Герой нашей книги, хотя и болел с детства за «Динамо», попал, однако, в пятьдесят шестом — олимпийском — году в «Торпедо». И естественен сейчас вопрос: а несли ли новые времена перемены для торпедовцев, не могли юный футболист сожалеть, что не обратил на себя внимание динамовских тренеров?
Скачок, совершенный клубом московского автозавода, со всеми основаниями можно назвать самым большим из сделанных тогда московскими командами. Только совершенно очевидным это сделалось на рубеже шестидесятых. И в историю отечественного футбола Валерий Воронин входит именно в качестве — в самом высоком, напомню, качестве игрока, чей талант стал залогом превращения «Торпедо» в еще один столичный суперклуб.

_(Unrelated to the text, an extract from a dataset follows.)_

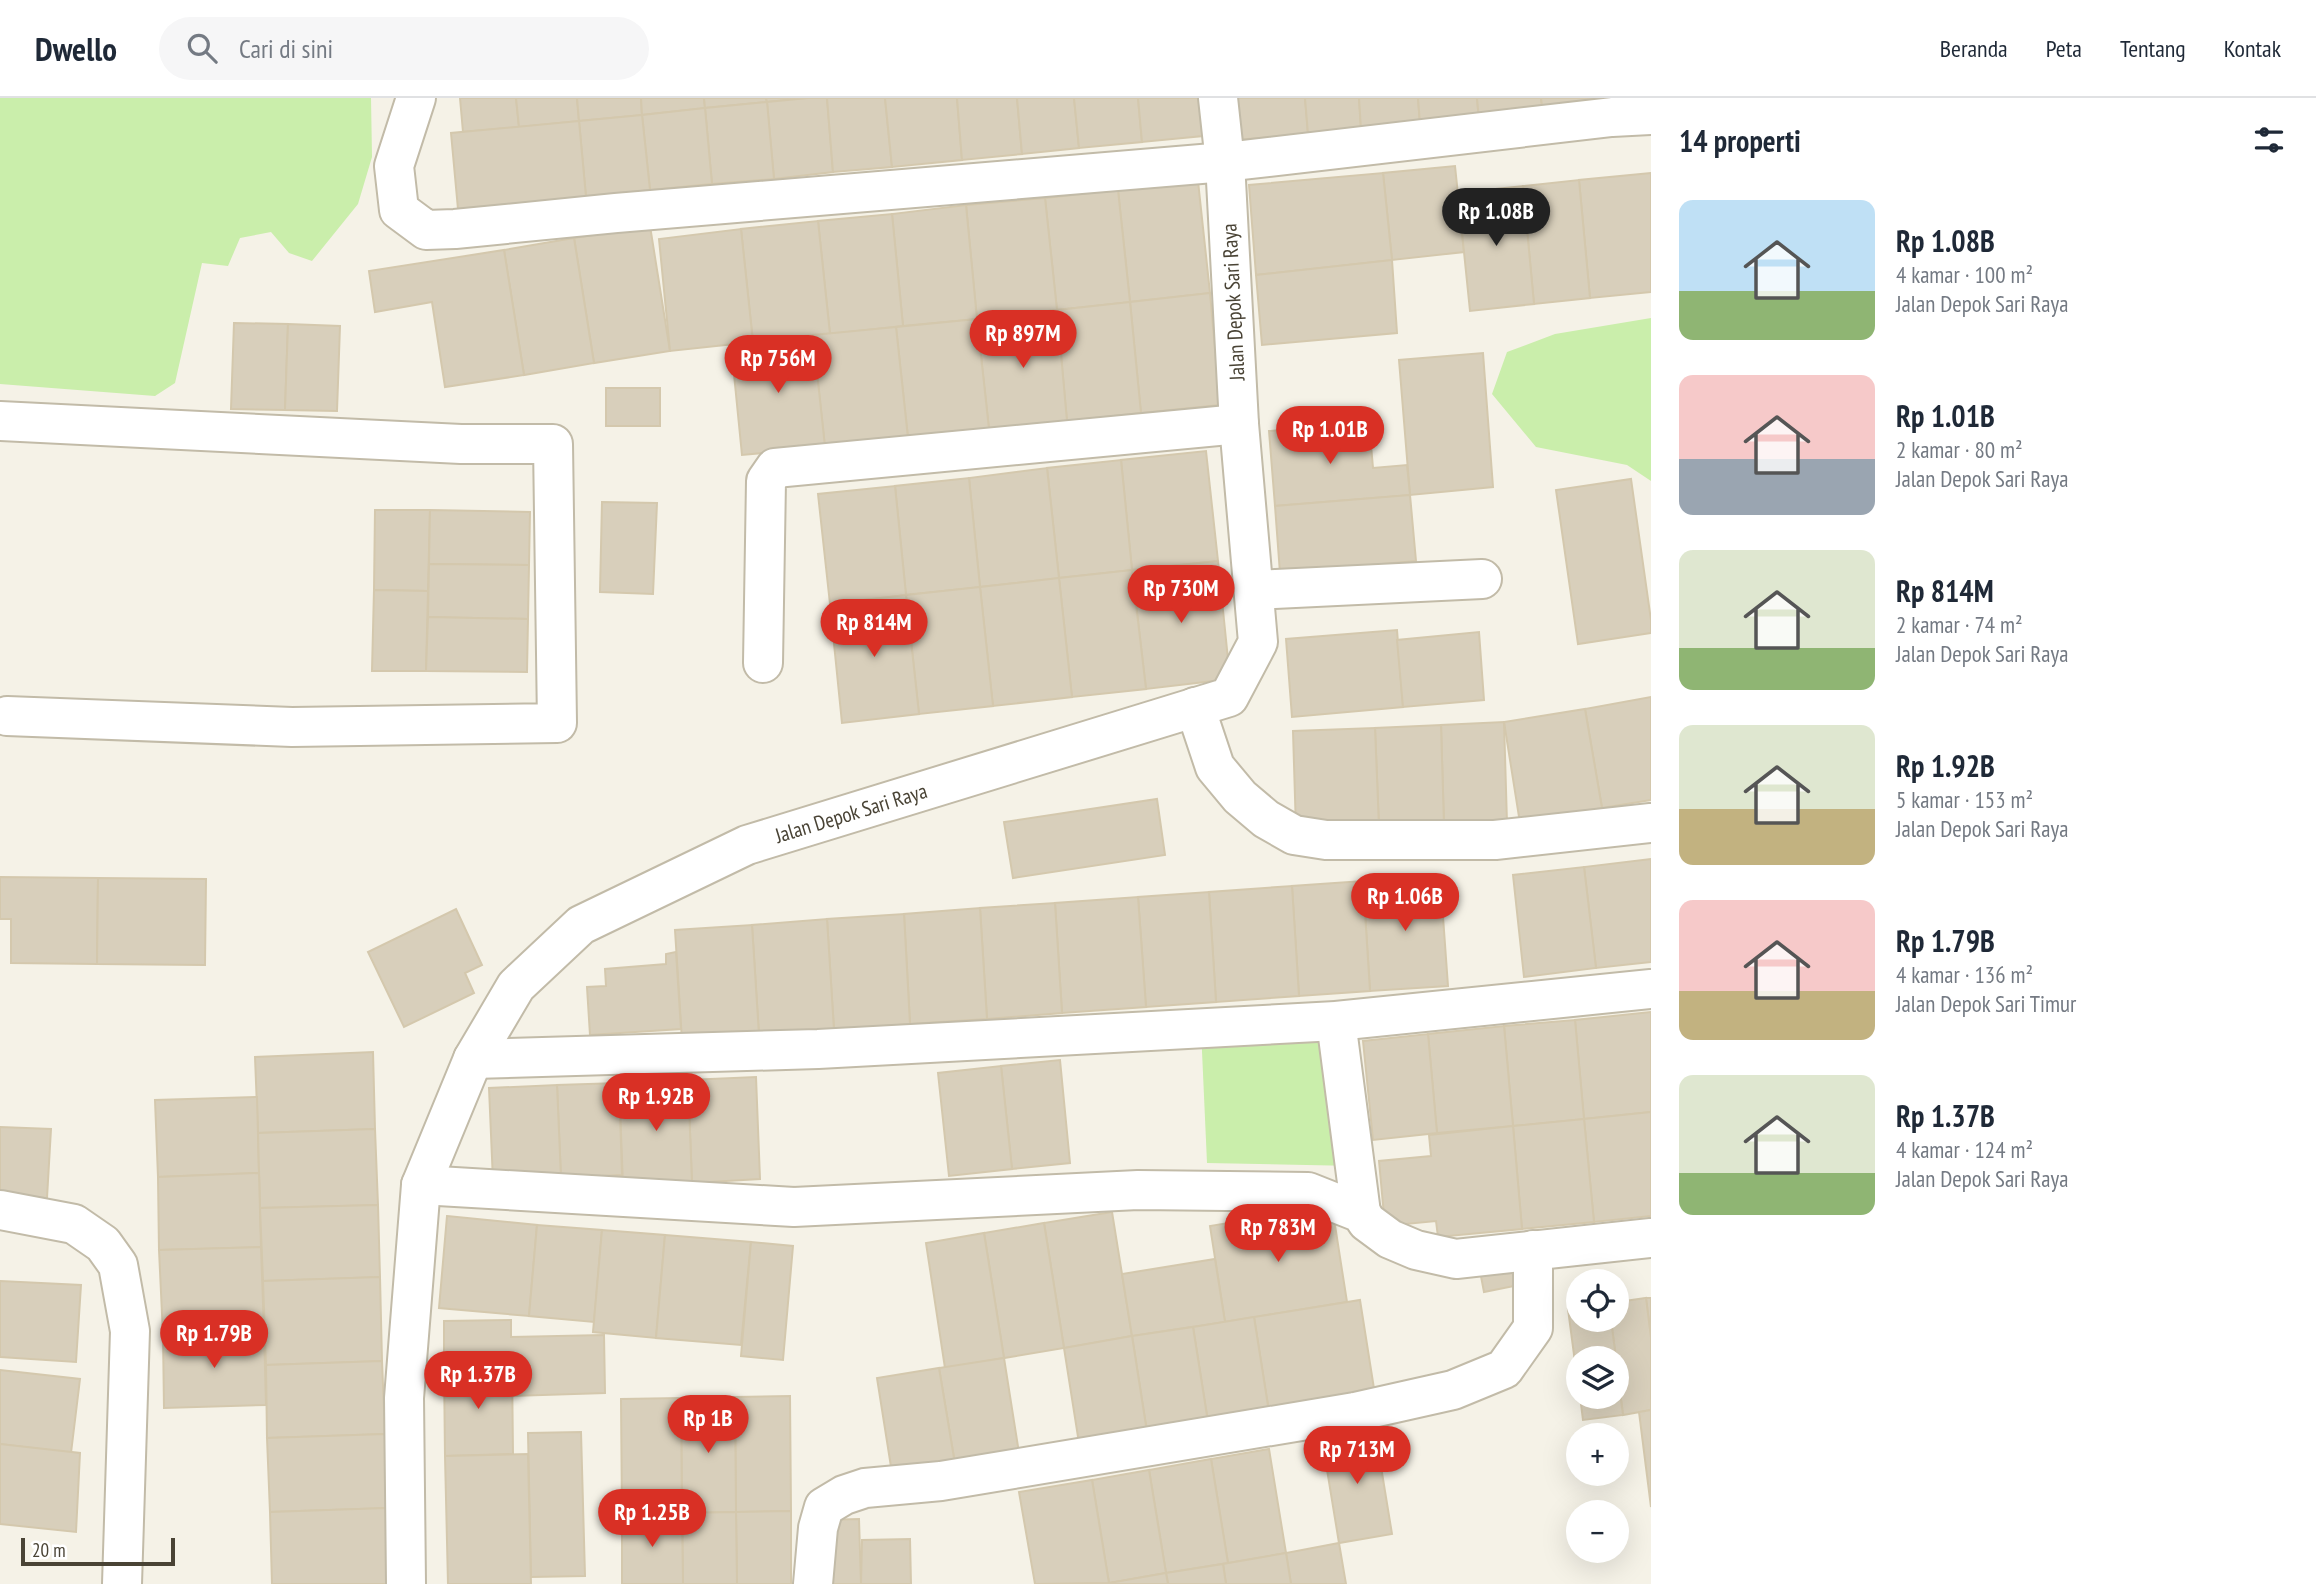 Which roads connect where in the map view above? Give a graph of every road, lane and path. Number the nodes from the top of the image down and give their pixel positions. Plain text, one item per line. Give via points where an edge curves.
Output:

…Воронин вошел в большой футбол на волне успеха, который непосредственно коснулся того «Торпедо», в чьем дубле проявил он себя, откуда делегировали Валерия в юношескую сборную, выступившую, впрочем, в международном турнире под флагом «Торпедо», чтобы не слишком рисковать спортивным престижем страны. Вот эта боязнь — из прежних времен. А сам факт участия юношей в международном соревновании — примета наступившей оттепели.
Можно ли сказать, что футбольная карьера Валерия Воронина целиком пришлась на либеральные времена? Можно, при условии, что будет сказано и про обманчивость социалистического либерализма.
Жертвой неприжившегося, неукоренившегося либерализма можно бы, в первую очередь, посчитать Эдуарда Стрельцова. Пожалуй, из сборной образца еще сталинского пятьдесят второго года никого бы и не отпустили на примерку костюмов без надзора. Как не могу себе представить, чтобы кто-нибудь из динамовцев, собиравшихся в Англию, попал с тренировочного сбора на гулянку с участием непроверенных дам и собутыльников.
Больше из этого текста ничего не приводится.